#### The task
Look through the entries below, please, and copy every line with the word "index".

#### Record set
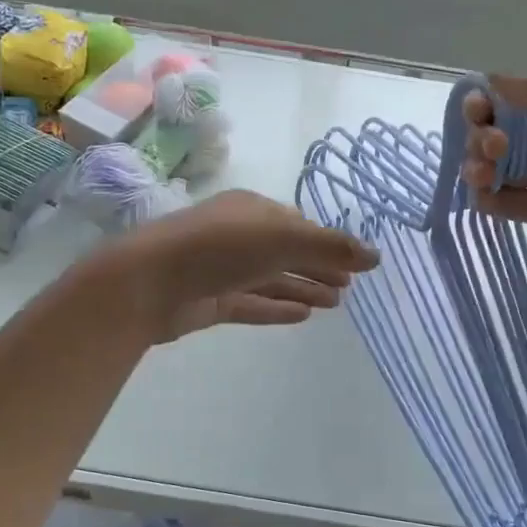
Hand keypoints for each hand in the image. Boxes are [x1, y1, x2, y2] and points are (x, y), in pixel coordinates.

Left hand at [107, 189, 379, 341]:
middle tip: (349, 288)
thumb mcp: (283, 238)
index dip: (328, 244)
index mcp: (253, 211)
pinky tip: (303, 316)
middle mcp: (238, 236)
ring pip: (272, 279)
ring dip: (303, 289)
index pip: (298, 225)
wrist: (149, 281)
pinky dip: (278, 307)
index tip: (355, 264)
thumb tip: (377, 256)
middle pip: (287, 252)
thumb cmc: (220, 247)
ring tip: (335, 304)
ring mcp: (223, 270)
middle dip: (318, 267)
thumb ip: (331, 247)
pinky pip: (253, 303)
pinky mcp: (210, 301)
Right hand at [459, 76, 526, 272]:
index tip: (476, 111)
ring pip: (501, 171)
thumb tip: (489, 80)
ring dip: (481, 168)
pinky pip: (512, 206)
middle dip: (484, 137)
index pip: (514, 104)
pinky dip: (491, 200)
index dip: (488, 105)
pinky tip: (482, 196)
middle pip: (501, 137)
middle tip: (494, 146)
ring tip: (482, 174)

#### Result of this task
index dip: (328, 244)
index mcp: (253, 211)
index pip: (298, 225)
index tip: (355, 264)
index tip: (476, 111)
index pip: (514, 104)
index dip: (488, 105)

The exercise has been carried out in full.